__Directions for this task__. Only one stretch of the records below is wanted: the lines from the one holding "pinky pip: (1131, 865)" through the one holding "index tip: (1059, 751)". Return it exactly, both ends included.

__Provided records__.
>>>>>
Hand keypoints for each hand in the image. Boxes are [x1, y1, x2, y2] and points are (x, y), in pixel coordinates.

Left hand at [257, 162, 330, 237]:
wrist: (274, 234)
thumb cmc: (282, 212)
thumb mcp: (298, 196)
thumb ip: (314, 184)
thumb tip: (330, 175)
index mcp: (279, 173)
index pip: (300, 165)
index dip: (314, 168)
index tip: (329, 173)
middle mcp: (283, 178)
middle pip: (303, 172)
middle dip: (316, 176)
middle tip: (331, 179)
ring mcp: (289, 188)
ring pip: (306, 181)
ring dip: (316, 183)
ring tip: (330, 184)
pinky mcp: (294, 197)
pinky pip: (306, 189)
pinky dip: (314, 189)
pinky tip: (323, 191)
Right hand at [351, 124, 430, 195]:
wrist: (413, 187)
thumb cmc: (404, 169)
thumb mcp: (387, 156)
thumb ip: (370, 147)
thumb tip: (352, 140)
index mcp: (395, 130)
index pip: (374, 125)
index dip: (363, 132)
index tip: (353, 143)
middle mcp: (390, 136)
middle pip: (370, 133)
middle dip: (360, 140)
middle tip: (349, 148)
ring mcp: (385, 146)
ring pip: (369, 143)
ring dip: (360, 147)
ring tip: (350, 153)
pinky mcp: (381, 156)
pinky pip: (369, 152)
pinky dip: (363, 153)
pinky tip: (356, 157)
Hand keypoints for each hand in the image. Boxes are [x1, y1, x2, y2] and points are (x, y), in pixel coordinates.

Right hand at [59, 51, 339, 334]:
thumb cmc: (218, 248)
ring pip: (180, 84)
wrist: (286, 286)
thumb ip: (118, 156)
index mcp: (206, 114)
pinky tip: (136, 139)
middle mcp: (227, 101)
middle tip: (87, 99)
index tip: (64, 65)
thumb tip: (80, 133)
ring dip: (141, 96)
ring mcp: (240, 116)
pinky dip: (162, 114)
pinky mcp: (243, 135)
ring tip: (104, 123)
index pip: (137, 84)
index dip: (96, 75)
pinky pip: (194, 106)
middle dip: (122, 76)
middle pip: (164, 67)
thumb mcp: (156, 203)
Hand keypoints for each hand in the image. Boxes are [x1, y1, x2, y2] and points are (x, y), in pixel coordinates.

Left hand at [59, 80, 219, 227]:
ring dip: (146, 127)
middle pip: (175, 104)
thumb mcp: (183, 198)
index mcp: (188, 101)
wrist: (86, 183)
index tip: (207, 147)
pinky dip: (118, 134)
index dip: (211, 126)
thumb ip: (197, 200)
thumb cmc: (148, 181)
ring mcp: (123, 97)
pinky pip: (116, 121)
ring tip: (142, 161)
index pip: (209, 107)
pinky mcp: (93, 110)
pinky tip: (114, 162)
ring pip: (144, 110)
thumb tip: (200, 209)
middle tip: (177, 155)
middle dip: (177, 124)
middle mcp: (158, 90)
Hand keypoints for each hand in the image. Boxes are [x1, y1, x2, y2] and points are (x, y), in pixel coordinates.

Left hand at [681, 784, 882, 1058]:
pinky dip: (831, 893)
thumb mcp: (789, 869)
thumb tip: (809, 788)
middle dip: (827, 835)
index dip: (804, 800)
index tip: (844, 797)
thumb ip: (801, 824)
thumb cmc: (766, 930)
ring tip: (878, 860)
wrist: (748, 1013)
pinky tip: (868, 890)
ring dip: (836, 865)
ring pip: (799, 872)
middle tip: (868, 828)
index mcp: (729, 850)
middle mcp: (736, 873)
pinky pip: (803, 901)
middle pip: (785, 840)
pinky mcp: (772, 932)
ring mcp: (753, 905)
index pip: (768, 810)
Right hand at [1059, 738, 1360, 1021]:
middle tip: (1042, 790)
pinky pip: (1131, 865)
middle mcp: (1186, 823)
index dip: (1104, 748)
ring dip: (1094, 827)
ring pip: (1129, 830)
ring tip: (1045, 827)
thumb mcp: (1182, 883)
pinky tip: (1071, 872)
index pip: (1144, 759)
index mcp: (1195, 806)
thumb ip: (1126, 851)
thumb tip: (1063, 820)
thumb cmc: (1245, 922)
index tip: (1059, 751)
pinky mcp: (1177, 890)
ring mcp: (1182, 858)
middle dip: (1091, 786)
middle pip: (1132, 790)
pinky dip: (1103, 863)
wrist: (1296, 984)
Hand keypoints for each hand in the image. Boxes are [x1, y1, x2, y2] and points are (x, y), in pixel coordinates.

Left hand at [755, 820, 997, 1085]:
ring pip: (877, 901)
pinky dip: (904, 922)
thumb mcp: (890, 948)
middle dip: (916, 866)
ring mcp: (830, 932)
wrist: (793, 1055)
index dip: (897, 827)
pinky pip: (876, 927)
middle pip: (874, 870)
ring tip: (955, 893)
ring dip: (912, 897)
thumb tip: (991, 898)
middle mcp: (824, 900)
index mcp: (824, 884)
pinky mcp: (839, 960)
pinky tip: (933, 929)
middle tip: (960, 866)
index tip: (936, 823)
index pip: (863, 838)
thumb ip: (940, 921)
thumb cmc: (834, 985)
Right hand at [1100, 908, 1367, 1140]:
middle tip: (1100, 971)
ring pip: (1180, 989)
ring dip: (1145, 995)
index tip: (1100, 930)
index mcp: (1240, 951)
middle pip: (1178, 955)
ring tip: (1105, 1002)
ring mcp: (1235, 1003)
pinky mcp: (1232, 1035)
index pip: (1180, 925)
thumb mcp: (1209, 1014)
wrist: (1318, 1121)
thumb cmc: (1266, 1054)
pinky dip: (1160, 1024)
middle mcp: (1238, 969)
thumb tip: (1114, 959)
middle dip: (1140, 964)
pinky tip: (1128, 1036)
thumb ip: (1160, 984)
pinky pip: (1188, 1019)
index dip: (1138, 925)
<<<<<
__Written solution__.
pinky pip: (1131, 865)
middle mcp: (1186, 823)
index dip: (1104, 748)
ring dip: (1094, 827)
ring pip: (1129, 830)
ring tip: (1045, 827)
thumb mcp: (1182, 883)
pinky tip: (1071, 872)
index pip: (1144, 759)
index mcp: (1195, 806)
thumb ip: (1126, 851)
thumb tip: (1063, 820)
thumb cmc: (1245, 922)
index tip: (1059, 751)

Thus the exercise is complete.